If a line in the data below contains the word "水別総社線", copy it out.

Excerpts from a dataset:
_ _ _ _

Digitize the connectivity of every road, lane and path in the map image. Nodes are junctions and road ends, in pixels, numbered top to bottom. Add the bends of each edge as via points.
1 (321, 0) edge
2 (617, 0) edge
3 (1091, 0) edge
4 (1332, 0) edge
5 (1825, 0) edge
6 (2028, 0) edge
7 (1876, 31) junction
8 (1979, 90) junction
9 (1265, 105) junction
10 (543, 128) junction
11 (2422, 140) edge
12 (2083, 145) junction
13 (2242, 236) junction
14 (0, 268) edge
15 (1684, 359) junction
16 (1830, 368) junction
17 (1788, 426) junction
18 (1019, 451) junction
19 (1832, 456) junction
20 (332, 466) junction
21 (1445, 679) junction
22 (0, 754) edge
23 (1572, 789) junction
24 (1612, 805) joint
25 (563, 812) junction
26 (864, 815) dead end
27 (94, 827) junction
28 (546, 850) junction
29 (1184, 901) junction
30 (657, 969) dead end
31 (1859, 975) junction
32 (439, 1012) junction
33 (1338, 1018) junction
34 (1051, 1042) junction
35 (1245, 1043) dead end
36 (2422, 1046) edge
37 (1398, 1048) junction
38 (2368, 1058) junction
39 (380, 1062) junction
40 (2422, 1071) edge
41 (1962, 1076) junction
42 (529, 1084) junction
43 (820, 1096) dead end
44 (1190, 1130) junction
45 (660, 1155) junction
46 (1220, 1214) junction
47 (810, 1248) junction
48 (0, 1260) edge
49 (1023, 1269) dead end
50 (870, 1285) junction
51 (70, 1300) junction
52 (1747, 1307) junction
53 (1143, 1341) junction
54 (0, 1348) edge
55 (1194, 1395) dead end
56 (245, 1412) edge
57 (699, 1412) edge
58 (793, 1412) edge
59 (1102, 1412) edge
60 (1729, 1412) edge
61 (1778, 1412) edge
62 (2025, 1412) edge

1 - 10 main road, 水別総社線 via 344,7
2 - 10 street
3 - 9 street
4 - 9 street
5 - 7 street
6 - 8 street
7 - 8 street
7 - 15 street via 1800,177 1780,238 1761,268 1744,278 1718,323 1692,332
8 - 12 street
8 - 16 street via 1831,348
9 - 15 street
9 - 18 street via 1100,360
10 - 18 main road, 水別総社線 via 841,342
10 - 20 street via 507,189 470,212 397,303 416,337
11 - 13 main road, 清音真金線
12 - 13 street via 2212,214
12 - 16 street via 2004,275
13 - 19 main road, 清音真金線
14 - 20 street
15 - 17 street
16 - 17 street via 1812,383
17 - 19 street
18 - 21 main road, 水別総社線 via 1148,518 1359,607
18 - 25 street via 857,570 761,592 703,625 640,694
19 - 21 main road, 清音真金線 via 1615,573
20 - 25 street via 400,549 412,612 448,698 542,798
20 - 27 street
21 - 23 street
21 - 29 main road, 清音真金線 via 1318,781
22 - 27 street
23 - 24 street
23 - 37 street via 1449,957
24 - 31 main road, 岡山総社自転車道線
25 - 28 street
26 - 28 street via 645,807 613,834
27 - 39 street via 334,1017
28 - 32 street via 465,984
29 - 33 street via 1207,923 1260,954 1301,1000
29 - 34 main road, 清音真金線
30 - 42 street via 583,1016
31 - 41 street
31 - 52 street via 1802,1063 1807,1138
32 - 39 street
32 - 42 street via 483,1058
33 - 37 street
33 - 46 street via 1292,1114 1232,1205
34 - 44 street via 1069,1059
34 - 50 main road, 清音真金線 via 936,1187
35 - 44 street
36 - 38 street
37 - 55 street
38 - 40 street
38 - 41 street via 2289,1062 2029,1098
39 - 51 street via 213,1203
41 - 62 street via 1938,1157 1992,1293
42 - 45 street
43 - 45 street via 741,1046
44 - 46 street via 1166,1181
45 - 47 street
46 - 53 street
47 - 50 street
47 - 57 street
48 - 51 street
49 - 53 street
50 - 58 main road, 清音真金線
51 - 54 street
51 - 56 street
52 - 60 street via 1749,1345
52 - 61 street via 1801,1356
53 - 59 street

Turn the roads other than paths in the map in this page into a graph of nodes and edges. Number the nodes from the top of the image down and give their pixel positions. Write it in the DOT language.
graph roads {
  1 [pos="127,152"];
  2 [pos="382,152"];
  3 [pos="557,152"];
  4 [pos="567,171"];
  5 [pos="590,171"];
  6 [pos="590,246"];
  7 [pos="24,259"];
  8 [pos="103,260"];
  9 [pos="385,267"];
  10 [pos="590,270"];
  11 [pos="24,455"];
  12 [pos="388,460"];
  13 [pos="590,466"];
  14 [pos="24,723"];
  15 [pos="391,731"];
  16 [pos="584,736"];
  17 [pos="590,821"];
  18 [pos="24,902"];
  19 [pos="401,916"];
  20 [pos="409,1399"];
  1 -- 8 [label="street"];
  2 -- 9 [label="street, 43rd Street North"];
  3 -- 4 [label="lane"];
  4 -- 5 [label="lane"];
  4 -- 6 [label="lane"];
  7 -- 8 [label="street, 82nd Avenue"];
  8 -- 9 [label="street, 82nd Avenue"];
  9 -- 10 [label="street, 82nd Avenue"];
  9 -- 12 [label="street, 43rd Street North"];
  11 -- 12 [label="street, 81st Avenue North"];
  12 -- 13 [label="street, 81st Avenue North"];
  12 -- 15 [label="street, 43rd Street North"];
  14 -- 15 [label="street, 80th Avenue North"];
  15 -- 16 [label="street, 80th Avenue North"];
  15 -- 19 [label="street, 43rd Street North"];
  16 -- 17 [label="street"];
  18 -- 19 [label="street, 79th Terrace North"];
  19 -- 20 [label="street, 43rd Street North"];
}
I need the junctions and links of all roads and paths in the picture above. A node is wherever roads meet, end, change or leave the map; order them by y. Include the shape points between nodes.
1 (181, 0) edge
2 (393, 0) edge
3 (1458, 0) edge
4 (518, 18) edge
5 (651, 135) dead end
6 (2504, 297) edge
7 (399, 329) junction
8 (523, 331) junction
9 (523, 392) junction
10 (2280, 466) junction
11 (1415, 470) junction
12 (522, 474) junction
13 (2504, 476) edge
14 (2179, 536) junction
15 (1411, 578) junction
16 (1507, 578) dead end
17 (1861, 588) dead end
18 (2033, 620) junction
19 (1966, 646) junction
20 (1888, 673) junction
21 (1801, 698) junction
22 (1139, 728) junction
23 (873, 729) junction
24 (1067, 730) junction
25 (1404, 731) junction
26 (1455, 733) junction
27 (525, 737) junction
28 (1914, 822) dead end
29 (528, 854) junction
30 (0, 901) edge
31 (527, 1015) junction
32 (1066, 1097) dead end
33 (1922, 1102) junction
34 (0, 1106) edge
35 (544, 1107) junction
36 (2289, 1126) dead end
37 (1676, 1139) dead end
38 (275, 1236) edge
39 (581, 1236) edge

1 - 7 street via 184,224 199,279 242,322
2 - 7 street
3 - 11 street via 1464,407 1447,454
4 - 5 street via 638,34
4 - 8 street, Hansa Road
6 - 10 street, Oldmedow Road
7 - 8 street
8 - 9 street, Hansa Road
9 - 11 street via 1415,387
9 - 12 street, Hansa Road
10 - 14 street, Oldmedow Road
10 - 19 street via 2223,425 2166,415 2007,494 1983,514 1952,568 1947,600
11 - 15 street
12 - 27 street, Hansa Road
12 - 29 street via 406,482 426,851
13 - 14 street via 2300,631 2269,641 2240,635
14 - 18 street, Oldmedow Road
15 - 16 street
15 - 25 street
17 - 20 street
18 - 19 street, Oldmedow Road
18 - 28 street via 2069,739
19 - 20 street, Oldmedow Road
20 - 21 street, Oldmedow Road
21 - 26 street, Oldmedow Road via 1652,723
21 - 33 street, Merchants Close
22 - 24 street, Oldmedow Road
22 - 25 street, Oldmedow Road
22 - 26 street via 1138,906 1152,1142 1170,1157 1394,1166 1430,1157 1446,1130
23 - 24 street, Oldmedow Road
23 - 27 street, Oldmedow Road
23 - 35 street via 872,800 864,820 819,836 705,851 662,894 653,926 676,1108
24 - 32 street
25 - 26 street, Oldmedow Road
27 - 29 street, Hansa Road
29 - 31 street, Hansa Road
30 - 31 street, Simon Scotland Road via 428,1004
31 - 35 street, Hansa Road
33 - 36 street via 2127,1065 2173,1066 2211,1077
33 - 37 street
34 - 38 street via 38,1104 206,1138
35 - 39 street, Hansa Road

_ _ _ _

▸ **FINAL ANSWER**
1 - 10 main road, 水別総社線 via 344,7
10 - 18 main road, 水別総社線 via 841,342
18 - 21 main road, 水別総社線 via 1148,518 1359,607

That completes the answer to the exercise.